Benji will need leg surgery soon. (angular limb deformity). I am planning ahead. He has never had a haircut. I trim his pads and nails myself.. He is 7 months old. Pretty good about being brushed and combed, but guards his legs and paws.. Grumbles when I do comb them.
Do you think it will be too hard to manage his full coat after the surgery? Should I give him a puppy cut beforehand?
ANy advice would be greatly appreciated..


----------



## MarinaGirl (Mar 25, 2012)

I think a pre-surgery cut is an excellent idea. I can't imagine it would feel good to brush out Benji while he's recovering and if he gets anything stuck in his fur (which Emmie does when we go on neighborhood walks - her fur is a sticks and leaves magnet), it would probably hurt to pull it out. I can't wait to hear what some of the forum members who have gone through leg surgeries will recommend as I don't have experience myself.

Good luck! 

-Jeanne-


----------



## Pucks104 (Aug 16, 2012)

I agree that a cute puppy cut prior to surgery would be a great idea!


----------



## sandypaws (Aug 8, 2012)

I also think that the puppy cut would be excellent presurgery. He will probably be going through some type of rehab after and if he has water therapy, the shorter fur will be much easier. That's from experience. It will also be easier on you and I think more comfortable for him, as he will not have to be brushed as often. Also, I assume that his leg will be shaved as well as a patch for the IV, so he will look lopsided.
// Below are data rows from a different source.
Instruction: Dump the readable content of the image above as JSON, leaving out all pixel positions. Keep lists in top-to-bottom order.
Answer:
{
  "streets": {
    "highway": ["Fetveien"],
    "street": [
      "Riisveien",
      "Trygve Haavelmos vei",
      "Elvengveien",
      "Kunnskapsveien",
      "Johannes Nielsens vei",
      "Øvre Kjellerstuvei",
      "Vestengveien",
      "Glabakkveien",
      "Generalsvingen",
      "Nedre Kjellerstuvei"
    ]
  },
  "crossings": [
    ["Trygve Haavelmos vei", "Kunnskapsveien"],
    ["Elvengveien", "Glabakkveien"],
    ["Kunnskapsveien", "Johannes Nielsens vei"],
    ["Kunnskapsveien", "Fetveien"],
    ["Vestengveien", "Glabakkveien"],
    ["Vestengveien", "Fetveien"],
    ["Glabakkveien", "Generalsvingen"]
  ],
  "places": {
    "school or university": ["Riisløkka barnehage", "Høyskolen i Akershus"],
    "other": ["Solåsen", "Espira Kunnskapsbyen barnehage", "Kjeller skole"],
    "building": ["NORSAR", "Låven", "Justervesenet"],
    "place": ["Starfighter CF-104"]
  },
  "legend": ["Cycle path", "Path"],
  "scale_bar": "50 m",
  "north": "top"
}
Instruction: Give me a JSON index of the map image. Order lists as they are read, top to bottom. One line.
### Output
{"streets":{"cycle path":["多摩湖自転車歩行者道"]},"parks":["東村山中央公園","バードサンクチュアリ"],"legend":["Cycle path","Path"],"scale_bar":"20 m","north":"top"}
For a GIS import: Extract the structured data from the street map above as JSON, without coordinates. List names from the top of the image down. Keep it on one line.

Lol. I say, go for it!


----------



## krandall (Jun 11, 2009)

I agree. He'll be going through so much, you DON'T want to have to worry about him starting to blow coat while he's still recovering. He can grow a beautiful long flowing coat, if that's what you want, AFTER he recovers!


----------



## lilybit (Oct 16, 2013)

Thank you so much for the replies. It sounds unanimous for puppy cut. I just made the appointment for next Tues. with a groomer that a friend uses for her havanese. Now here's a couple more questions: I had been growing out hair around eyes, to let it lie naturally... ( previously trimmed it but tear stains have been really bad so thought I'd try the growing out to see if it helped). Now wondering if I should get it trimmed short . ANy thoughts? What about bangs? Have been growing those out too, in the hope they would "fall naturally" off to the side. Thus far, no such luck. They hang straight forward over his eyes unless I put in a topknot. Would bangs be easiest for now, then just start all over later?


----------



## sandypaws (Aug 8, 2012)

lilybit said:


> Thank you so much for the replies. It sounds unanimous for puppy cut. I just made the appointment for next Tues. with a groomer that a friend uses for her havanese. Now here's a couple more questions: I had been growing out hair around eyes, to let it lie naturally... ( previously trimmed it but tear stains have been really bad so thought I'd try the growing out to see if it helped). Now wondering if I should get it trimmed short . ANy thoughts? What about bangs? Have been growing those out too, in the hope they would "fall naturally" off to the side. Thus far, no such luck. They hang straight forward over his eyes unless I put in a topknot. Would bangs be easiest for now, then just start all over later?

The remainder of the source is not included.